Il primo film di Zoro, l’accoppiata Olivier Gourmet/Valeria Bruni Tedeschi e gli esordi al femminile che arrivano da Vietnam e Palestina. Queste alcune delle prime istantanee della 29esima edizione della Settimana Internazionale della Critica che appariranno sugli schermi del Festival di Venezia 2014 dal 27 agosto al 6 settembre prossimi. Sette film prime mondiali in Concorso e due prime internazionali come Eventi Speciali Fuori Concorso per la selezione voluta dal Sindacato Nazionale Critici Cinematografici (Sncci) che premia la miglior opera prima.

Ad aprire il programma Sic 2014, Fuori Concorso, sarà Melbourne, produzione iraniana, diretta dal regista Nima Javidi ed interpretata, tra gli altri, dal protagonista di Una separazione, Peyman Maadi. Dialogo fitto a due, per una coppia in procinto di partire per l’Australia, bloccata da un imprevisto che fa scivolare il film in un thriller innervato di menzogne e sensi di colpa. Secondo titolo, questa volta in Concorso, è un documentario, perlopiù italiano, dello stesso produttore – Igor Princic – del pluripremiato e amato, proprio dalle parti della Sic 2013, Zoran – Il Mio nipote scemo.

Il goriziano Ivan Gergolet, 37 anni, laurea Dams a Bologna, ha fotografato e diretto Dancing with Maria, racconto di una donna eccezionale, Maria Fux, energica e passionale danzatrice ultra-novantenne che a Buenos Aires è diventata un’istituzione con la sua scuola di danza-terapia dedicata principalmente a persone con deficit motori e mentali. Sempre in Concorso, il primo lungo di finzione del francese Stephane Demoustier, intitolato Terre battue. Chiaro il riferimento tennistico, ancor più chiaro in terra di Roland Garros dove lo stesso Demoustier ha già girato un documentario –   – sulla vita sportiva di tre ragazzini che gareggiano ai campionati giovanili di tennis.

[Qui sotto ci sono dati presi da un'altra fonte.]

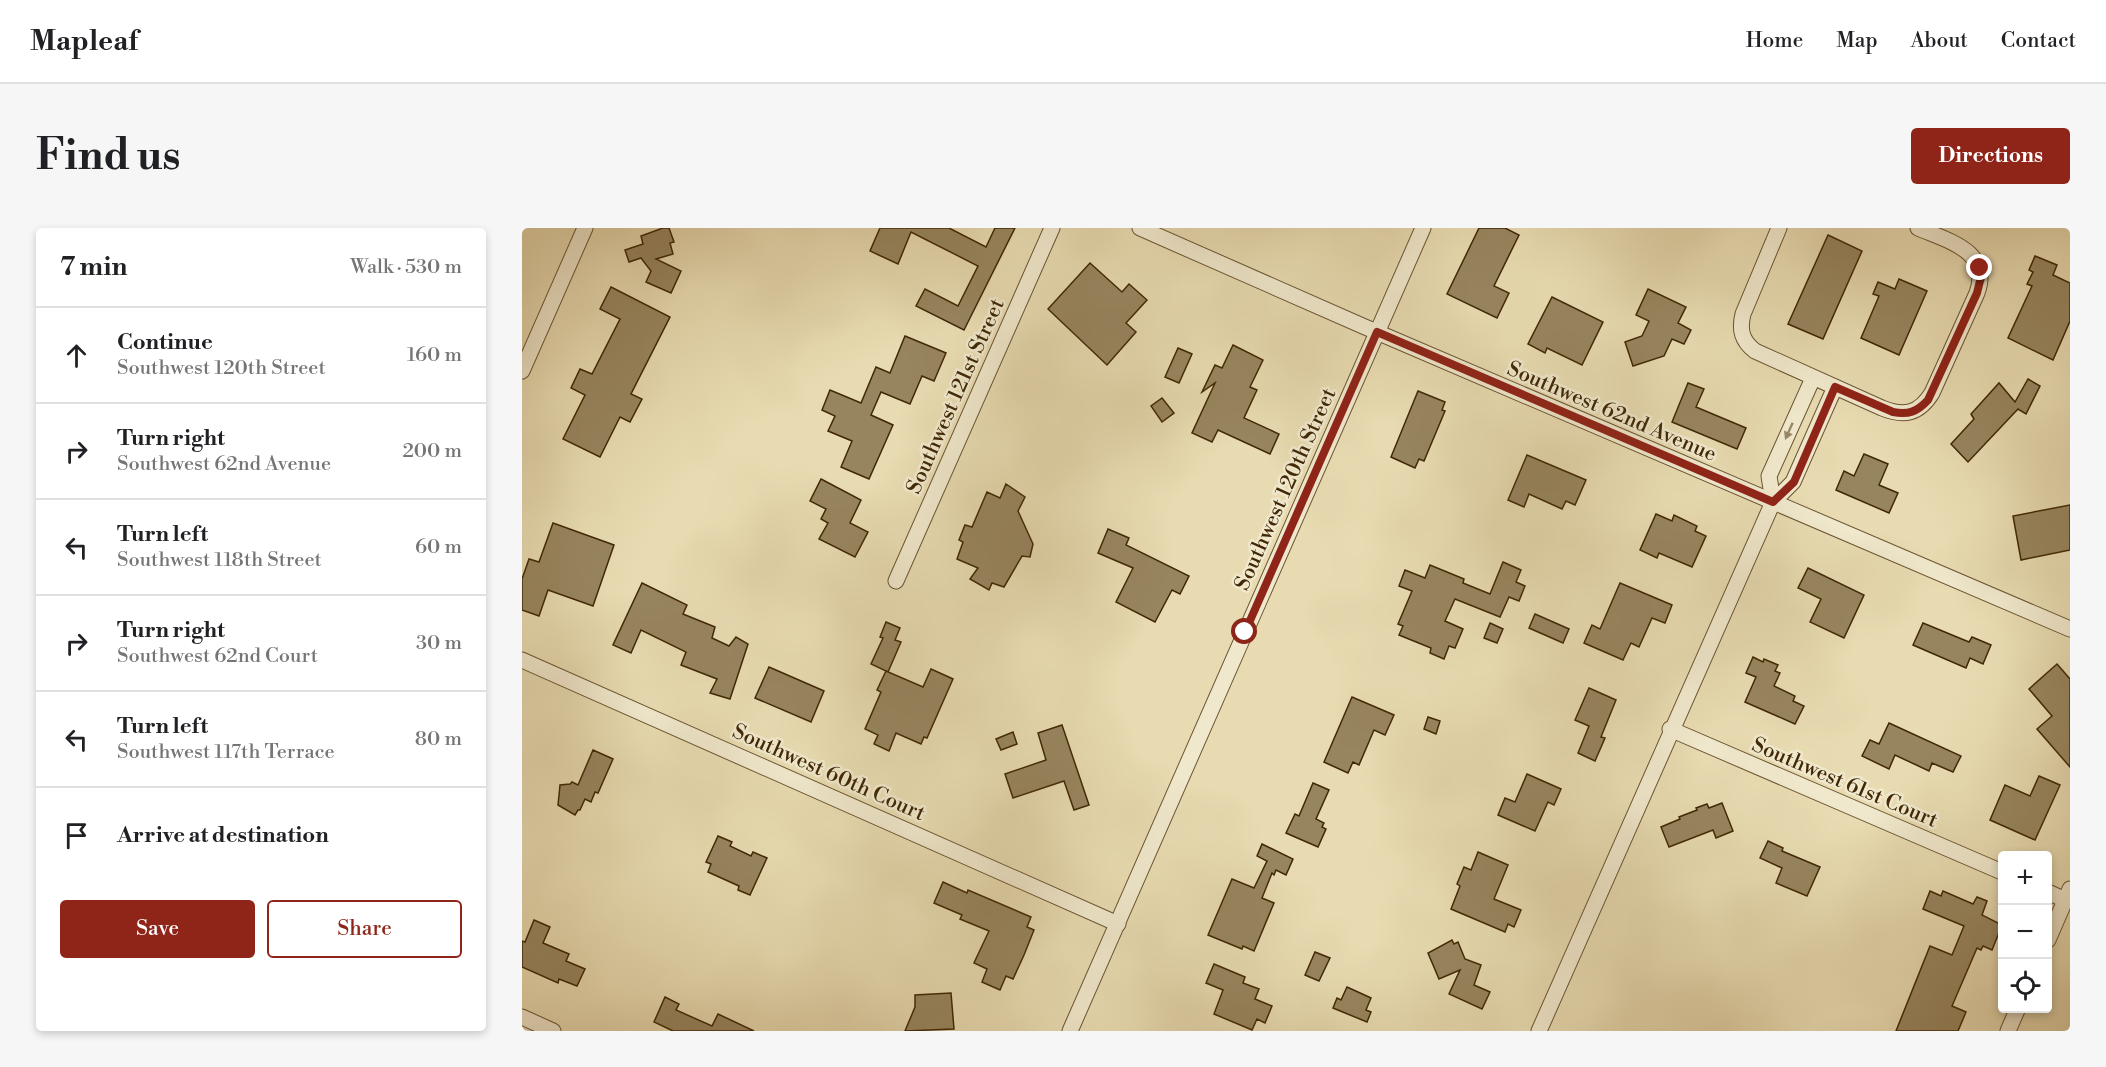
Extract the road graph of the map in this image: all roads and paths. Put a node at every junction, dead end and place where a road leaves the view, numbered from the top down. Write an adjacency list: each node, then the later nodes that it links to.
1 (585, 228): 8 (street)
2 (1052, 228): 12 (street, Southwest 121st Street)
3 (1140, 228): 7 (street, Southwest 62nd Avenue)
4 (1424, 228): 7 (street, Southwest 120th Street)
5 (1779, 228): 9 (street)
6 (1918, 228): 10 (street)
7 (1377, 332): 11 (street, Southwest 62nd Avenue); 19 (street, Southwest 120th Street)
8 (522, 371)
9 (1813, 378): 10 (street); 11 (street, one-way to 11)
10 (1835, 387): 11 (street)
11 (1773, 502): 13 (street, Southwest 62nd Avenue); 15 (street)
12 (896, 582)
13 (2070, 629)
14 (522, 660): 19 (street, Southwest 60th Court)
15 (1671, 729): 16 (street, Southwest 61st Court); 25 (street)
16 (1998, 870)
17 (2052, 892): 18 (street)
18 (2068, 894): 20 (street)
19 (1118, 924): 24 (street, Southwest 120th Street)
20 (2052, 931)
21 (2016, 1013): 26 (street)
22 (522, 1017): 23 (street)
23 (553, 1031)
24 (1071, 1031)
25 (1539, 1031)
26 (2008, 1031)

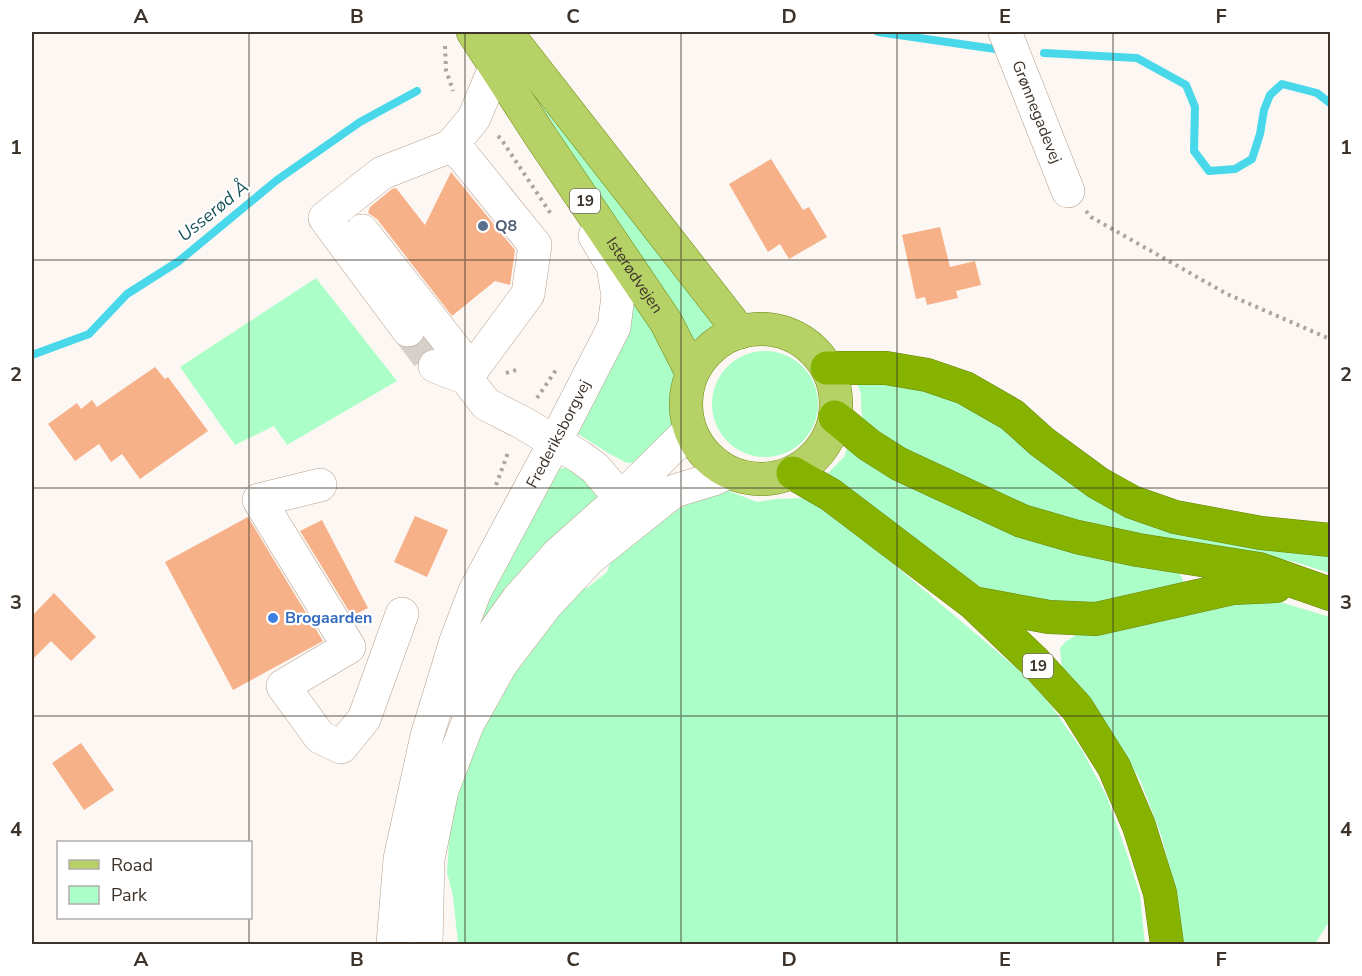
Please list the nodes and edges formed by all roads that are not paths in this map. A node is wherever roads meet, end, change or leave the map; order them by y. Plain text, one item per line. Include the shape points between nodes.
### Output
1 (506, 32) edge
2 (1005, 32) edge
3 (459, 35) edge
4 (496, 65) junction
5 (541, 137) junction
6 (451, 146) junction
7 (1068, 190) road end
8 (342, 205) junction
9 (408, 330) tunnel mouth
10 (740, 332) junction
11 (435, 366) tunnel mouth
12 (827, 368) junction
13 (692, 373) junction
14 (469, 375) junction
15 (835, 417) junction
16 (690, 430) junction
17 (555, 442) junction
18 (728, 472) junction
19 (793, 472) junction
20 (320, 485) dead end
21 (630, 509) junction
22 (1330, 540) edge
23 (1325, 592) edge
24 (973, 603) junction
25 (402, 614) dead end
26 (350, 647) junction
27 (385, 665) junction
28 (427, 736) junction
29 (393, 945) edge
30 (426, 945) edge
31 (1167, 945) edge

1 - 10 main road, 19
2 - 7 street, Grønnegadevej
3 - 4 main road, Isterødvejen / 19
4 - 5 main road, Isterødvejen / 19
4 - 6 street via 474,118
5 - 13 main road, Isterødvejen / 19 via 666,321
5 - 17 street, Frederiksborgvej via 613,266 618,296 614,327
6 - 8 street via 382,173
6 - 14 street via 534,245 528,294
8 - 9 street via 325,218
8 - 14 street
10 - 12 main road via 765,329 789,335 811,348
10 - 13 main road via 720,341
11 - 14 street
12 - 15 main road via 835,392
12 - 22 highway via 886,368 927,375 964,388 1011,416 1098,483 1132,502 1175,517 1261,533
13 - 16 main road via 686,401
14 - 17 street via 486,404
15 - 19 main road via 828,440 813,459
15 - 23 highway via 899,465 1022,521 1138,550 1258,569
16 - 18 main road via 699,447
16 - 21 street, Frederiksborgvej
17 - 21 street via 595,468
17 - 28 street, Frederiksborgvej via 475,591
18 - 19 main road via 749,479 772,479
18 - 21 street, Frederiksborgvej
19 - 24 highway, 19 via 831,495
20 - 26 street via 259,500
21 - 28 street, Frederiksborgvej via 558,554 518,599
21 - 30 street, Frederiksborgvej via 546,605 501,664 467,725 442,789 428,859
23 - 24 highway via 1269,585 1233,588 1096,619 1049,617
24 - 31 highway, 19 via 1077,708 1114,767 1139,826 1160,893
25 - 27 street
26 - 27 street
26 - 27 street via 283,686 320,737 341,747 364,719
28 - 29 street, Frederiksborgvej via 400,859

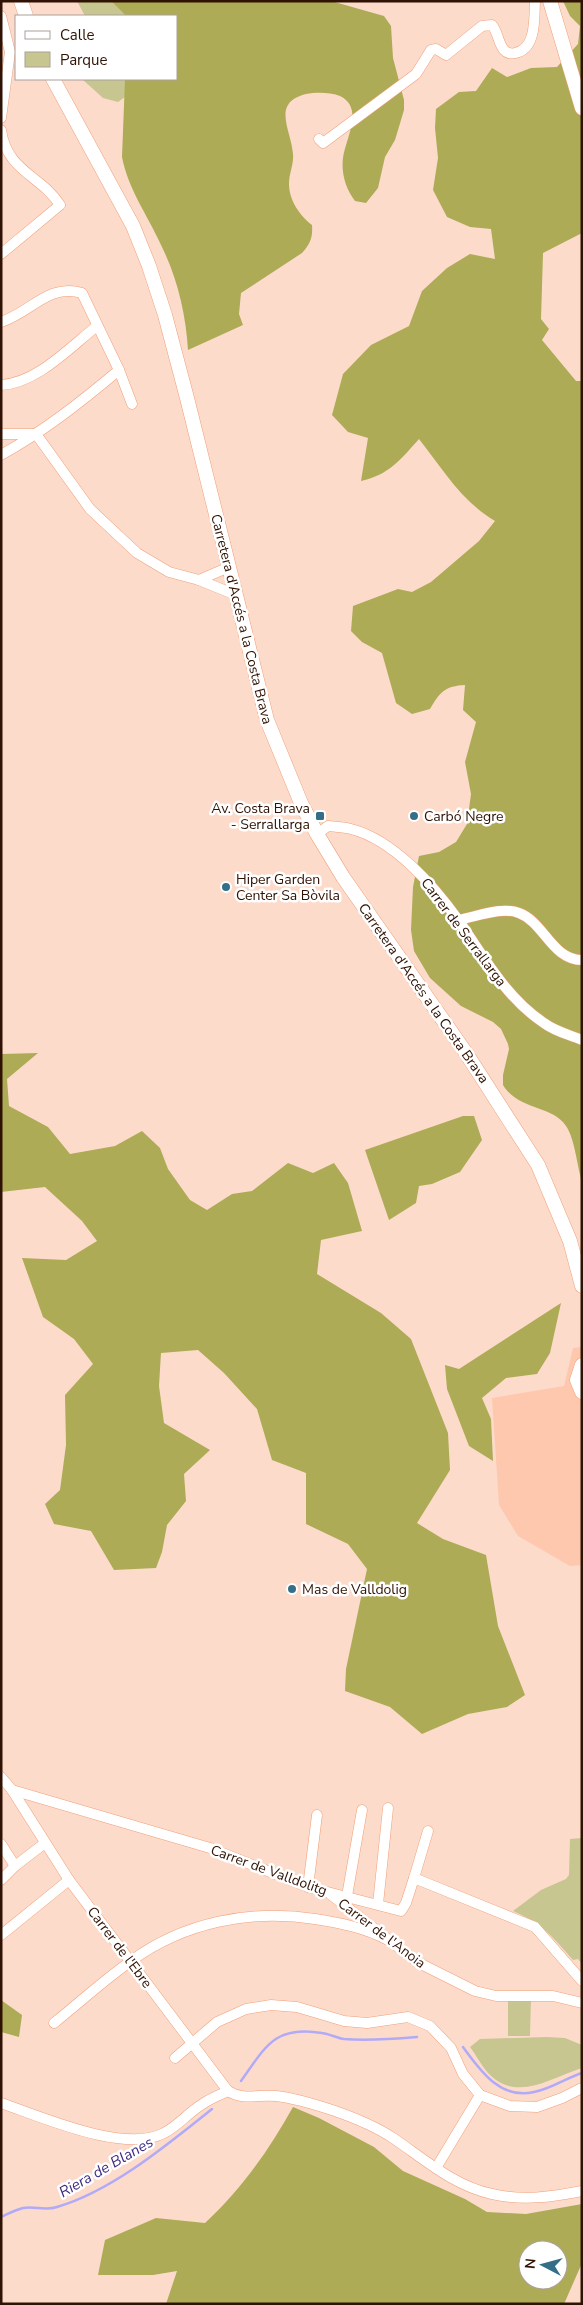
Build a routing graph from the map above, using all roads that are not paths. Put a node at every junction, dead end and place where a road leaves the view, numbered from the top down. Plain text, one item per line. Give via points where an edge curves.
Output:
1 (21, 1) edge
2 (535, 1) edge
3 (550, 1) edge
4 (26, 15) edge
5 (1, 16) edge
6 (13, 63) edge
7 (54, 80) edge
8 (582, 108) edge
9 (1, 118) edge
10 (1, 130) edge
11 (319, 139) dead end
12 (1, 254) edge
13 (1, 322) edge
14 (97, 326) junction
15 (119, 370) junction
16 (1, 385) edge
17 (132, 404) dead end
18 (1, 434) edge
19 (36, 434) junction
20 (1, 455) edge
21 (229, 567) junction
22 (199, 580) junction
23 (236, 595) junction
24 (317, 834) junction
25 (458, 920) junction
26 (582, 960) edge
27 (582, 1040) edge
28 (582, 1286) edge
29 (582, 1365) edge
30 (582, 1392) edge
31 (1, 1777) edge
32 (12, 1790) junction
33 (388, 1808) dead end
34 (362, 1810) dead end
35 (318, 1815) dead end
36 (428, 1831) dead end
37 (45, 1843) junction
38 (1, 1844) edge
39 (1, 1862) edge
40 (15, 1866) junction
41 (414, 1878) junction
42 (1, 1880) edge
43 (69, 1880) junction
44 (308, 1886) junction
45 (328, 1892) junction
46 (347, 1896) junction
47 (378, 1904) junction
48 (1, 1935) edge
49 (388, 1940) junction
50 (131, 1961) junction
51 (582, 1980) edge
52 (582, 2003) edge
53 (54, 2023) dead end
54 (192, 2043) junction
55 (175, 2058) dead end
56 (582, 2088) edge
57 (233, 2094) junction
58 (480, 2095) junction
59 (1, 2104) edge
60 (436, 2168) junction
61 (582, 2191) edge

1 - 4 main road
2 - 11 street via 532,38 522,50 507,52 492,25 482,26 446,55 436,49 431,50 416,74 323,143
3 - 8 main road
5 - 6 street
6 - 9 street
7 - 21 main road, Carretera d'Accés a la Costa Brava via 133,226 149,266 182,379
10 - 12 street via 3,144 11,159 60,205
13 - 14 street via 52,294 69,289 82,293
14 - 15 street
14 - 16 street via 36,375
15 - 17 street
15 - 19 street
18 - 19 street
19 - 20 street
19 - 22 street via 90,509 137,553 168,572
21 - 22 street
21 - 23 main road, Carretera d'Accés a la Costa Brava
22 - 23 street
23 - 24 main road, Carretera d'Accés a la Costa Brava via 266,720
24 - 25 street, Carrer de Serrallarga via 328,826 352,829 382,843 417,871
24 - 28 main road, Carretera d'Accés a la Costa Brava via 343,877 505,1110 538,1165 570,1241
25 - 26 street via 500,911 518,912 530,920 556,949 573,960
25 - 27 street, Carrer de Serrallarga via 495,975 526,1008 544,1024
29 - 30 main road via 577,1376
31 - 32 street
32 - 37 street, Carrer de l'Ebre
32 - 44 street, Carrer de Valldolitg via 210,1848
33 - 47 street
34 - 46 street
35 - 44 street
36 - 41 street
37 - 40 street
37 - 43 street, Carrer de l'Ebre
38 - 40 street
39 - 40 street via 7,1861
40 - 42 street
41 - 47 street, Carrer de Valldolitg via 401,1911
41 - 51 street via 535,1927
43 - 48 street
43 - 50 street, Carrer de l'Ebre
44 - 45 street, Carrer de Valldolitg
45 - 46 street, Carrer de Valldolitg
45 - 49 street, Carrer de l'Anoia
46 - 47 street, Carrer de Valldolitg
49 - 50 street via 370,1930 332,1922 294,1916 254,1915 220,1920 186,1932 154,1946
49 - 52 street, Carrer de l'Anoia via 417,1962 475,1991 496,1996 553,1996
50 - 53 street
50 - 54 street, Carrer de l'Ebre
54 - 55 street
54 - 57 street, Carrer de l'Ebre
54 - 58 street via 217,2022 246,2009 271,2005 297,2007 344,2021 367,2023 408,2017 430,2026 451,2048 463,2074
56 - 58 street via 537,2107 510,2106
57 - 59 street via 200,2105 165,2133 149,2139 127,2140 100,2136
57 - 60 street via 276,2096 333,2110 391,2137
58 - 60 street
60 - 61 street via 467,2186 491,2194 520,2198 552,2197

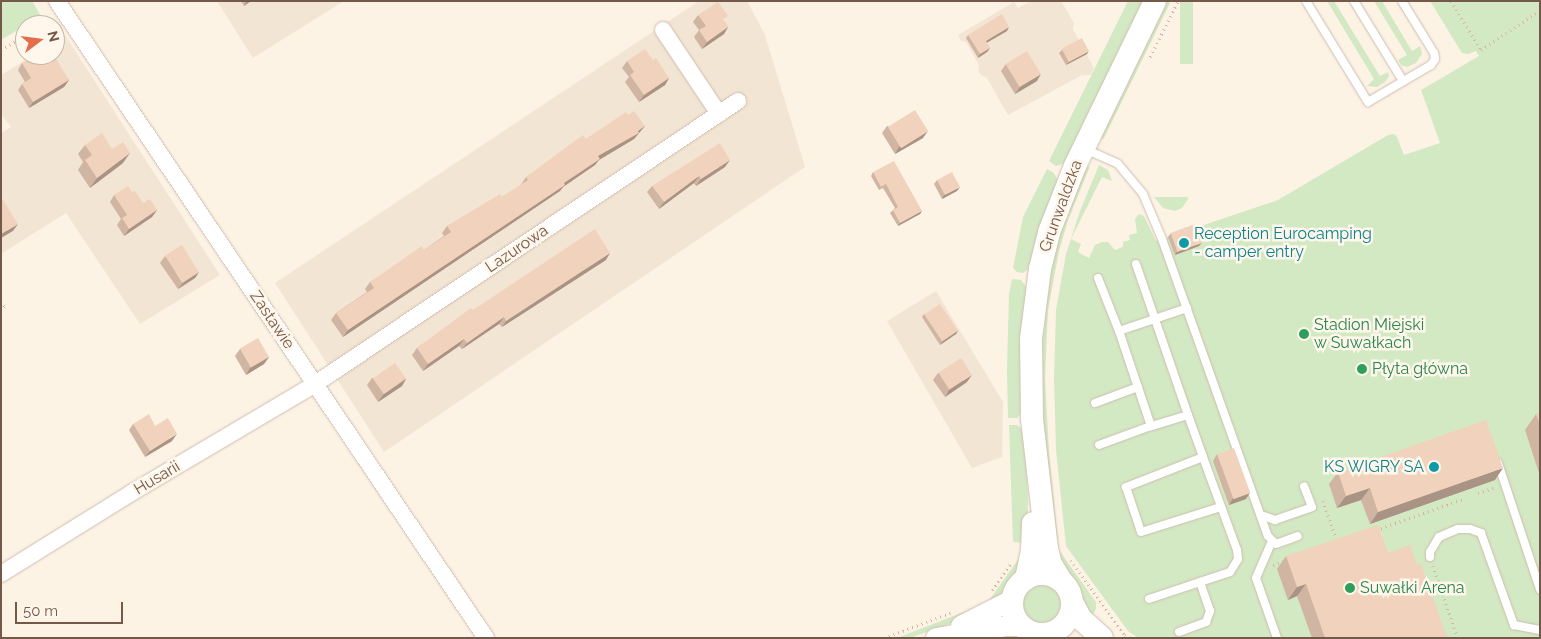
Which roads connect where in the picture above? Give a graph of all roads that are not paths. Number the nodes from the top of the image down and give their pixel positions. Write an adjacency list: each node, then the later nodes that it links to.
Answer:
1 (57, 1): 16 (street, Zastawie)
2 (1155, 1): 10 (main road, Grunwaldzka)
3 (1306, 1): 7 (lane)
4 (1354, 1): 7 (lane)
5 (1402, 1): 7 (lane)
6 (663, 30): 9 (street)
7 (1403, 81)
8 (738, 101): 9 (street, Lazurowa)
9 (719, 114): 16 (street, Lazurowa)
10 (1083, 148): 13 (lane); 23 (main road, Grunwaldzka)
11 (1136, 264): 14 (lane)
12 (1098, 278): 15 (lane)
13 (1187, 308): 14 (lane); 27 (lane)
14 (1155, 319): 15 (lane); 19 (lane)
15 (1119, 331): 17 (lane)
16 (315, 384): 31 (street, Husarii); 43 (street, Zastawie)
17 (1138, 387): 18 (lane); 20 (lane)
18 (1096, 403)
19 (1188, 415): 20 (lane); 24 (lane)
20 (1151, 426): 21 (lane)
21 (1099, 445)
22 (1494, 450): 35 (lane)
23 (1035, 457): 32 (main road, Grunwaldzka); 33 (main road, Grunwaldzka)
24 (1203, 457): 26 (lane); 26 (lane)
25 (1304, 486): 27 (lane)
26 (1221, 507): 34 (lane)
27 (1261, 515): 29 (lane)
28 (1298, 536): 29 (lane)
29 (1272, 541): 46 (lane)
30 (1430, 557): 40 (lane)
31 (1, 574)
32 (1026, 579): 33 (main road); 37 (main road)
33 (1060, 579): 38 (main road)
34 (1200, 582): 36 (lane); 41 (lane)
35 (1540, 589)
36 (1148, 599)
37 (1012, 600): 39 (main road); 44 (street)
38 (1073, 604): 42 (main road); 45 (main road)
39 (1021, 626): 42 (main road); 44 (street)
40 (1540, 630)
41 (1179, 632)
42 (1066, 635)
43 (486, 638)
44 (936, 638)
45 (1102, 638)
46 (1276, 638)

Nel film di finzione Diego, il bimbo giovane promessa del tennis, è figlio di Jerome (Olivier Gourmet), che si è appena dimesso da dirigente di una grande azienda per mettersi in proprio, e sua moglie Laura (Valeria Bruna Tedeschi). In mezzo ad una crisi economica galoppante e a legittime aspirazioni di affermazione e successo personale il piano inclinato degli equilibri familiari rischia di saltare. Di tutto rilievo anche i due debutti al femminile della Sic 2014: Flapping in the Middle of Nowhere della regista vietnamita Nguyen Hoang Diep e Villa Touma della palestinese Suha Arraf. Film choc, il primo, con una lunga produzione di tre anni, bilanciato tra melodramma e horror, tutto incentrato sull’intento ad abortire di una giovanissima ragazza che vive ai margini della società prostituendosi tra un fidanzato delinquente, un trans che l’aiuta nell’intento, e un cliente ricco ossessionato dai feti e dal sesso. La Arraf, invece, già sceneggiatrice de La sposa siriana e Il giardino dei limoni, esordisce nella regia con un’opera che mette in scena la resistenza al cambiamento sociale di quattro donne: ultime esponenti di una dinastia aristocratica cristiana di Ramallah, vivono rinchiuse nella loro villa, in un tempo rivolto al passato, apparentemente non toccate dalla quotidianità della Palestina assediata.

In chiusura e Fuori Concorso, arriva Diego Bianchi, alias Zoro, che dopo la carta stampata, il web e la tv ci prova con l’opera prima cinematografica. Arance e Martello: un film ‘storico’, in ‘costume’, ambientato nella calda estate del 2011 nel pieno del potere berlusconiano. La vita di un tranquillo e ordinario mercato rionale romano a San Giovanni è stravolta dalla notizia della sua chiusura da parte del Comune. L’unica realtà politica a cui rivolgersi è una sezione del Pd, separata dal mercato e dal mondo da un muro di cemento eretto per permettere i lavori della metropolitana. Da quel momento si vivrà una giornata unica, paradossale, comica e drammatica, nel quale tutto si consuma e tutto diventa paradigma satirico della storia recente dell’Italia.

Anche se il titolo che dovrebbe spezzare il cuore dei cinefili veneziani pare sia Zerrumpelt Herz (nella foto), saggio di diploma di Timm Kröger un ragazzo di 29 anni, ambientato negli anni ’20 in una casa in mezzo ad una foresta nordica: “Opera espressivamente matura e rigorosa di un talento registico non comune”, chiosa il delegato generale della Sic, Francesco Di Pace, “che dice molto su come si insegna cinema in alcune realtà al di fuori dei nostri confini. Una sicura scoperta del programma”.